[Saved data entries]
-*-*-
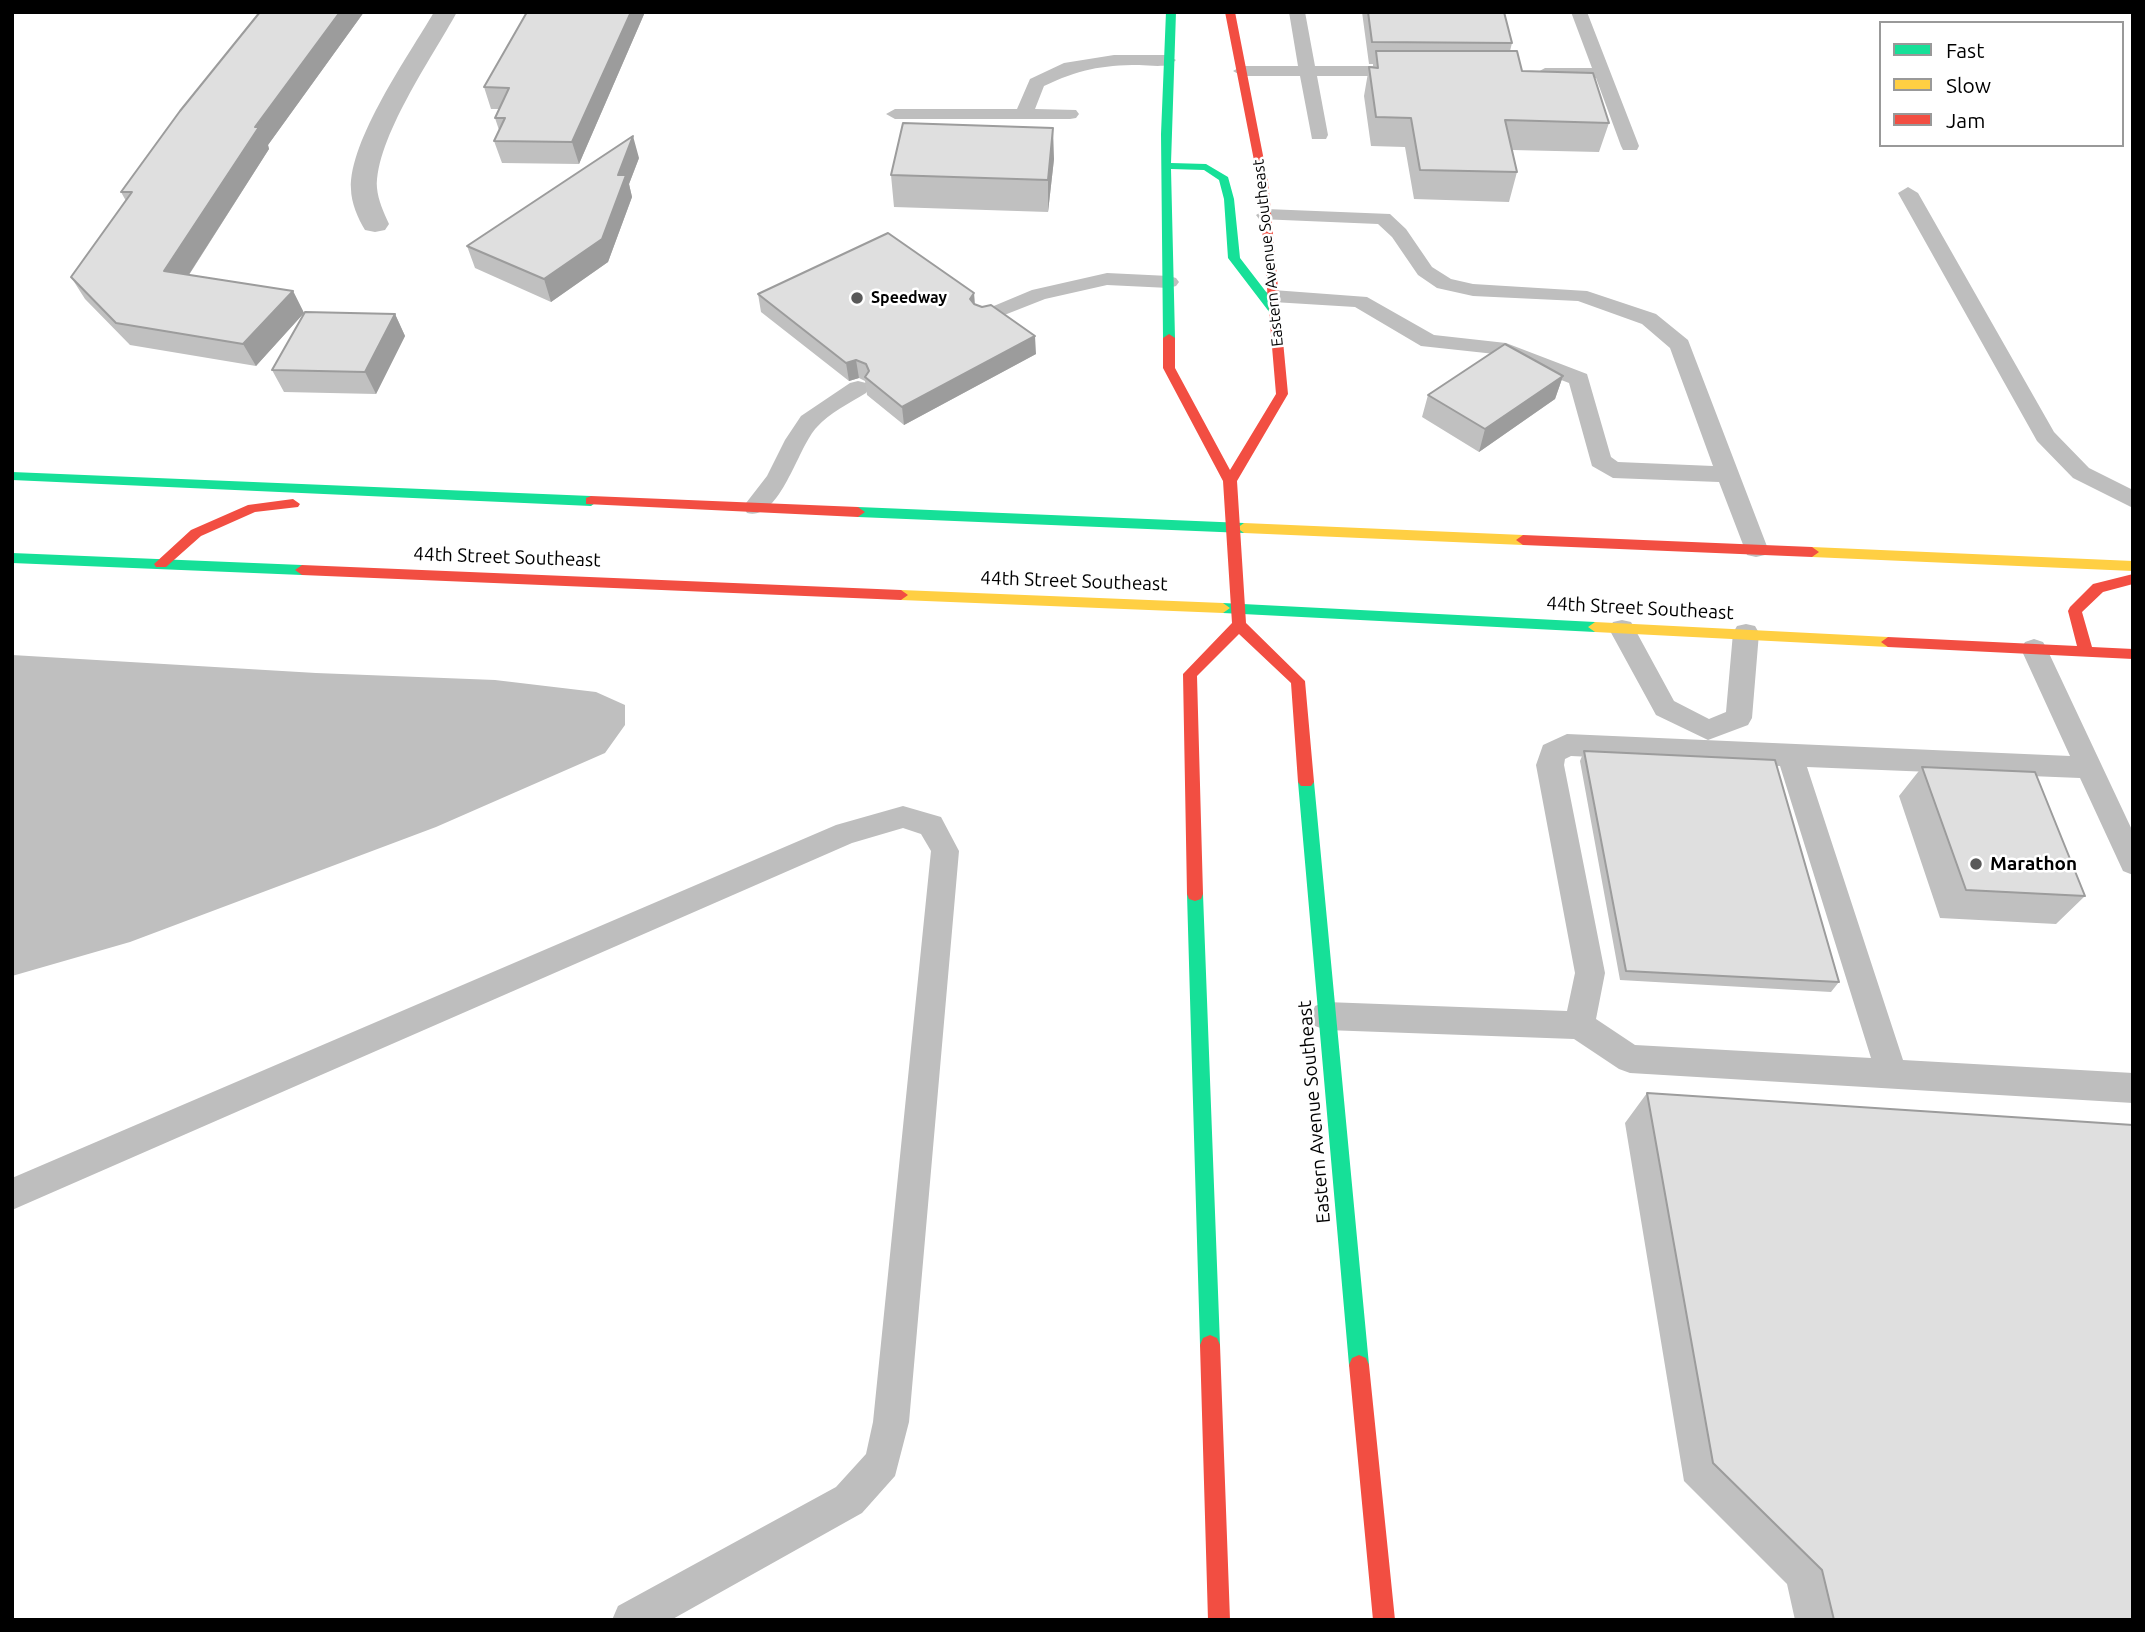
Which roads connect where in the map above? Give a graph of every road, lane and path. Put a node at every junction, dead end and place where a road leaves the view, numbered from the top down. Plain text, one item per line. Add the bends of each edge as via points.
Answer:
1 (446, 12) edge
2 (1171, 12) edge
3 (1230, 12) edge
4 (1297, 12) edge
5 (1580, 12) edge
6 (1167, 60) junction
7 (1242, 71) junction
8 (1308, 71) junction
9 (1427, 71) edge
10 (1522, 72) edge
11 (1603, 73) junction
12 (895, 114) dead end
13 (1024, 114) junction
14 (1070, 114) dead end
15 (1319, 135) dead end
16 (1630, 146) dead end
17 (1167, 166) junction
18 (1908, 193) dead end
19 (1266, 215) junction
20 (375, 224) dead end
21 (1170, 282) junction
22 (1273, 303) junction
23 (984, 317) edge
24 (858, 388) dead end
25 (1727, 474) junction
26 (12, 476) edge
27 (1230, 481) junction
28 (399, 492) junction
29 (2133, 500) edge
30 (755, 507) junction
31 (1232, 526) junction
32 (1756, 549) junction
33 (12, 558) edge
34 (161, 564) junction
35 (2133, 566) edge
36 (2133, 579) edge
37 (1238, 617) junction
38 (1622, 629) junction
39 (1745, 634) junction
40 (2034, 649) junction
41 (2085, 652) junction
42 (2133, 654) edge
43 (1712, 741) junction
44 (1790, 756) junction
45 (2089, 768) junction
46 (2133, 863) edge
47 (1326, 1016) junction
48 (1579, 1025) junction
49 (1892, 1074) junction
50 (2133, 1088) edge
51 (12, 1194) edge
52 (632, 1620) edge
53 (1219, 1620) edge
54 (1384, 1620) edge

1 - 20 street via 374,141 365,167 364,188
2 - 6 main road
3 - 7 main road, Eastern Avenue Southeast
4 - 8 lane
5 - 11 lane
6 - 13 lane via 1114,60 1070,67 1036,83
6 - 17 main road
7 - 8 lane
7 - 19 main road, Eastern Avenue Southeast
8 - 9 lane
8 - 15 lane
10 - 11 lane
11 - 16 lane
12 - 13 lane
13 - 14 lane
17 - 21 main road
17 - 22 main road via 1206,167 1224,178 1234,258
18 - 29 lane via 2045,436 2081,473
19 - 22 main road, Eastern Avenue Southeast
19 - 25 lane via 1383,218 1424,271 1444,284 1473,290 1580,295 1650,319 1680,345
21 - 23 lane via 1107,279 1040,294
21 - 27 main road via 1169,368
22 - 25 lane via 1360,301 1429,341 1498,348 1579,379 1600,461 1613,470
22 - 27 main road, Eastern Avenue Southeast via 1282,394
24 - 30 lane via 809,421 777,479
25 - 32 lane
26 - 28 main road
27 - 31 main road
28 - 30 main road
28 - 34 main road via 253,508 196,533
30 - 31 main road
31 - 32 main road
31 - 37 main road
32 - 35 main road
33 - 34 main road, 44th Street Southeast
34 - 37 main road, 44th Street Southeast
36 - 41 main road via 2098,588 2075,611
37 - 38 main road, 44th Street Southeast
37 - 47 main road, Eastern Avenue Southeast via 1298,681
37 - 53 main road via 1190,674
38 - 39 main road, 44th Street Southeast
38 - 43 lane via 1665,708
39 - 40 main road, 44th Street Southeast
39 - 43 lane via 1738,718
40 - 41 main road, 44th Street Southeast
40 - 45 lane
41 - 42 main road, 44th Street Southeast
43 - 44 lane
43 - 48 lane via 1567,745 1553,753 1550,765 1590,973
44 - 45 lane
44 - 49 lane
45 - 46 lane
47 - 48 lane
47 - 54 main road, Eastern Avenue Southeast
48 - 49 lane via 1630,1059
49 - 50 lane
51 - 52 lane via 846,833 903,817 931,825 945,851 891,1422 882,1463 849,1500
-*-*-
> GOAL OF THE EXERCISE
Give all the lines above again, character for character, without pictures.

> SOLUTION FOR THIS EXERCISE
Which roads connect where in the map above? Give a graph of every road, lane and path. Put a node at every junction, dead end and place where a road leaves the view, numbered from the top down. Plain text, one item per line. Add the bends of each edge as via points.
Answer:
1 (446, 12) edge
2 (1171, 12) edge
3 (1230, 12) edge
4 (1297, 12) edge
5 (1580, 12) edge
6 (1167, 60) junction
7 (1242, 71) junction
8 (1308, 71) junction
9 (1427, 71) edge
10 (1522, 72) edge
11 (1603, 73) junction
12 (895, 114) dead end
13 (1024, 114) junction
14 (1070, 114) dead end
15 (1319, 135) dead end
16 (1630, 146) dead end
17 (1167, 166) junction
18 (1908, 193) dead end
19 (1266, 215) junction
20 (375, 224) dead end
21 (1170, 282) junction
22 (1273, 303) junction
23 (984, 317) edge
24 (858, 388) dead end
25 (1727, 474) junction
26 (12, 476) edge
27 (1230, 481) junction
28 (399, 492) junction
29 (2133, 500) edge
30 (755, 507) junction
31 (1232, 526) junction
32 (1756, 549) junction
33 (12, 558) edge
34 (161, 564) junction
35 (2133, 566) edge
36 (2133, 579) edge
37 (1238, 617) junction
38 (1622, 629) junction
39 (1745, 634) junction
40 (2034, 649) junction
41 (2085, 652) junction
42 (2133, 654) edge
43 (1712, 741) junction
44 (1790, 756) junction
45 (2089, 768) junction
46 (2133, 863) edge
47 (1326, 1016) junction
48 (1579, 1025) junction
49 (1892, 1074) junction
50 (2133, 1088) edge
51 (12, 1194) edge
52 (632, 1620) edge
53 (1219, 1620) edge
54 (1384, 1620) edge

1 - 20 street via 374,141 365,167 364,188
2 - 6 main road
3 - 7 main road, Eastern Avenue Southeast
4 - 8 lane
5 - 11 lane
6 - 13 lane via 1114,60 1070,67 1036,83
6 - 17 main road
7 - 8 lane
7 - 19 main road, Eastern Avenue Southeast
8 - 9 lane
8 - 15 lane
10 - 11 lane
11 - 16 lane
12 - 13 lane
13 - 14 lane
17 - 21 main road
17 - 22 main road via 1206,167 1224,178 1234,258
18 - 29 lane via 2045,436 2081,473
19 - 22 main road, Eastern Avenue Southeast
19 - 25 lane via 1383,218 1424,271 1444,284 1473,290 1580,295 1650,319 1680,345
21 - 23 lane via 1107,279 1040,294
21 - 27 main road via 1169,368
22 - 25 lane via 1360,301 1429,341 1498,348 1579,379 1600,461 1613,470
22 - 27 main road, Eastern Avenue Southeast via 1282,394
24 - 30 lane via 809,421 777,479
25 - 32 lane
26 - 28 main road
27 - 31 main road
28 - 30 main road
28 - 34 main road via 253,508 196,533
30 - 31 main road
31 - 32 main road
31 - 37 main road
32 - 35 main road
33 - 34 main road, 44th Street Southeast
34 - 37 main road, 44th Street Southeast
36 - 41 main road via 2098,588 2075,611
37 - 38 main road, 44th Street Southeast
37 - 47 main road, Eastern Avenue Southeast via 1298,681
37 - 53 main road via 1190,674
38 - 39 main road, 44th Street Southeast
38 - 43 lane via 1665,708
39 - 40 main road, 44th Street Southeast
39 - 43 lane via 1738,718
40 - 41 main road, 44th Street Southeast
40 - 45 lane
41 - 42 main road, 44th Street Southeast
43 - 44 lane
43 - 48 lane via 1567,745 1553,753 1550,765 1590,973
44 - 45 lane
44 - 49 lane
45 - 46 lane
47 - 48 lane
47 - 54 main road, Eastern Avenue Southeast
48 - 49 lane via 1630,1059
49 - 50 lane
51 - 52 lane via 846,833 903,817 931,825 945,851 891,1422 882,1463 849,1500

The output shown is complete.